At the end of its theatrical run overseas, the film earned $11.38 million (₹68.28 crore) in overseas markets. The highest revenue came from the Gulf ($4.13 million), US/Canada ($2.473 million), UK (£1.314 million), and Australia (Aus $510,000).
The film became the highest holiday grosser ever in Pakistan, opening with ₹2.08 crore and beating the record of Dhoom 3. In Pakistan, where the film catered to the ongoing Eid festivities, the film at the conclusion of its second weekend grossed ₹7.4 crore. The film released on 7 November 2014 in Poland and collected ₹8 crore there.

== Reception ==

Kick generally received mixed to positive reviews.Taran Adarsh of Bollywood Hungama gave the film 4.5 stars and predicted that it would become a blockbuster. Sarita Tanvar from DNA gave the movie 4 stars and called it "a non-stop entertainment and Salman Khan at his best." Saurabh Dwivedi from India Today also gave the film 4 stars and stated, "This film will rule over everybody's hearts and minds. The film is replete with all things about Salman, and it's a complete paisa vasool watch. It's a masala offering for families, students, kids, and everyone in between." Times of India also gave a positive review and rated it with 3.5 stars. They stated "Kick is Bollywood biryani, a masala movie spiced with the superstardom of Salman Khan, garnished by charming Jacqueline, smouldered over the wry talent of Randeep Hooda. Kick is not for lovers of fine filmi foie gras, but for those who want a hearty Eid banquet to enjoy". Subhash K. Jha gave 4 out of 5 stars and said "Nadiadwala ensures there are enough tailor-made sequences to accentuate Salman's super-heroic persona".

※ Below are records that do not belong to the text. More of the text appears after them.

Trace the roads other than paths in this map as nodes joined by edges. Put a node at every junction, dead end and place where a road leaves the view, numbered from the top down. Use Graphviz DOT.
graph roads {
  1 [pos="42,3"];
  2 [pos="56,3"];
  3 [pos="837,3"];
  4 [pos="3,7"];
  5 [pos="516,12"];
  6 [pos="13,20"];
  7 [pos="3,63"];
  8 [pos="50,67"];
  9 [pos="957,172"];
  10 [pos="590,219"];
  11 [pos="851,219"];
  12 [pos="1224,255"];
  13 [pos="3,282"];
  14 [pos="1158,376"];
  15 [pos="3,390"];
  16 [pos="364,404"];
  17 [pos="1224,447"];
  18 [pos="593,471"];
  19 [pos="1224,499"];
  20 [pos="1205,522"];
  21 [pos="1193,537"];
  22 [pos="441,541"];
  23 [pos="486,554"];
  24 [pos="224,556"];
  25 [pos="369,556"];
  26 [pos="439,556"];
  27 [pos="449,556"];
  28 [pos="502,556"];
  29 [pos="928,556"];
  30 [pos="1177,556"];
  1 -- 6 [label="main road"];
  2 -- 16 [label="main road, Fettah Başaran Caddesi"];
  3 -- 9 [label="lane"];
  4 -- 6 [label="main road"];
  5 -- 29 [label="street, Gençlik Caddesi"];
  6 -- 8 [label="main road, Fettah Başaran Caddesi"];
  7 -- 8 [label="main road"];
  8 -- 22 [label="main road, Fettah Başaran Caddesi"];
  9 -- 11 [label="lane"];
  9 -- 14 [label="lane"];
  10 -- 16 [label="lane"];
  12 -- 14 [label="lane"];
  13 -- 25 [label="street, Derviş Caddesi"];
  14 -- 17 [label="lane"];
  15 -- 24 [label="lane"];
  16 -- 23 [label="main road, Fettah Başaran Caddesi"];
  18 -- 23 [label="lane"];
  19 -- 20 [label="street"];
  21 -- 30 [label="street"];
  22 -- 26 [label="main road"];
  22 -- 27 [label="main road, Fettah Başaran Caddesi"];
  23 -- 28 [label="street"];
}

Raja Sen of Rediff gave it 3 out of 5 stars and stated that "Kick is Salman's best film in a decade". Aparna Mudi of Zee News gave it 3 out of 5 stars and stated, "The movie is exactly what it promises – a larger than life Salman Khan movie which the director knows will go down well with his massive fan following".

Rachit Gupta from Filmfare gave the movie 3 out of 5 and called it "a brainless romp". Shubha Shetty Saha from Mid-Day gave the movie 2 out of 5 and called it "a bizarre movie". Anupama Chopra from Hindustan Times gave the movie 2.5 out of 5 and called it "an outrageously silly film". Rajeev Masand from CNN-IBN gave the movie 2.5 out of 5 and said "it doesn't make much sense". Rahul Desai from Mumbai Mirror gave the movie 2 out of 5 and called it "harebrained, patronizing and regressive at most points". Suhani Singh from India Today gave the movie 1.5 out of 5 and called it "unimaginative and unoriginal". Saibal Chatterjee from NDTV gave the movie 2 out of 5 and said "it provides a kick only sporadically". Shubhra Gupta from The Indian Express gave the movie 2 out of 5 and called it "unjhelable".

== Video game ==
An official game based on the film was released by India Games Ltd. on the Google Play Store for Android users.